What the task asks = Produce an exact copy of all records below.

+++ Data to process

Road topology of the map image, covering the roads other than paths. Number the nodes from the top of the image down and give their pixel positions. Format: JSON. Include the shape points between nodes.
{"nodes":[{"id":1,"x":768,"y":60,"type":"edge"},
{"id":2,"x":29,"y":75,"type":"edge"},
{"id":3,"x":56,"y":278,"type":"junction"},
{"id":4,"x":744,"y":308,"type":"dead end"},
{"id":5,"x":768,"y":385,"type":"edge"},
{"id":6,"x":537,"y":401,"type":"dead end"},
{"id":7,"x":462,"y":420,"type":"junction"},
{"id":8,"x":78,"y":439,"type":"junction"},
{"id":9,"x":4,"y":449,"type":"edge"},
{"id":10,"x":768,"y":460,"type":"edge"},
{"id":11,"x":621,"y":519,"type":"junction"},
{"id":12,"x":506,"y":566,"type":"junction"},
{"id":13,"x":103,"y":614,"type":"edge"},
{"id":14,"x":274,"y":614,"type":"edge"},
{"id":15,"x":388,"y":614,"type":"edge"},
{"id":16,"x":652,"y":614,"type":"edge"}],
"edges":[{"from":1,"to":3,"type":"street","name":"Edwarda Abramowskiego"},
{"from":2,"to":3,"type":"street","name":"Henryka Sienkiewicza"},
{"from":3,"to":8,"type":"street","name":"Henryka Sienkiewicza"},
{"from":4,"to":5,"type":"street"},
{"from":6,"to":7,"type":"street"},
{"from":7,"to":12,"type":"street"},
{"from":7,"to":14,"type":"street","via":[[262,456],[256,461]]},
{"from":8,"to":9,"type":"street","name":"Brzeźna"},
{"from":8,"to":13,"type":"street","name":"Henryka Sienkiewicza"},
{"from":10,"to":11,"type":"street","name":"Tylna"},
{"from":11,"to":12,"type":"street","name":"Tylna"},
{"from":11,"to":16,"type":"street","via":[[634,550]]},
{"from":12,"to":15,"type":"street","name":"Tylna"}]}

++++++

Exercise response =
Road topology of the map image, covering the roads other than paths. Number the nodes from the top of the image down and give their pixel positions. Format: JSON. Include the shape points between nodes.
{"nodes":[{"id":1,"x":768,"y":60,"type":"edge"},
{"id":2,"x":29,"y":75,"type":"edge"},
{"id":3,"x":56,"y":278,"type":"junction"},
{"id":4,"x":744,"y":308,"type":"dead end"},
{"id":5,"x":768,"y":385,"type":"edge"},
{"id":6,"x":537,"y":401,"type":"dead end"},
{"id":7,"x":462,"y":420,"type":"junction"},
{"id":8,"x":78,"y":439,"type":"junction"},
{"id":9,"x":4,"y":449,"type":"edge"},
{"id":10,"x":768,"y":460,"type":"edge"},
{"id":11,"x":621,"y":519,"type":"junction"},
{"id":12,"x":506,"y":566,"type":"junction"},
{"id":13,"x":103,"y":614,"type":"edge"},
{"id":14,"x":274,"y":614,"type":"edge"},
{"id":15,"x":388,"y":614,"type":"edge"},
{"id":16,"x":652,"y":614,"type":"edge"}],
"edges":[{"from":1,"to":3,"type":"street","name":"Edwarda Abramowskiego"},
{"from":2,"to":3,"type":"street","name":"Henryka Sienkiewicza"},
{"from":3,"to":8,"type":"street","name":"Henryka Sienkiewicza"},
{"from":4,"to":5,"type":"street"},
{"from":6,"to":7,"type":"street"},
{"from":7,"to":12,"type":"street"},
{"from":7,"to":14,"type":"street","via":[[262,456],[256,461]]},
{"from":8,"to":9,"type":"street","name":"Brzeźna"},
{"from":8,"to":13,"type":"street","name":"Henryka Sienkiewicza"},
{"from":10,"to":11,"type":"street","name":"Tylna"},
{"from":11,"to":12,"type":"street","name":"Tylna"},
{"from":11,"to":16,"type":"street","via":[[634,550]]},
{"from":12,"to":15,"type":"street","name":"Tylna"}]}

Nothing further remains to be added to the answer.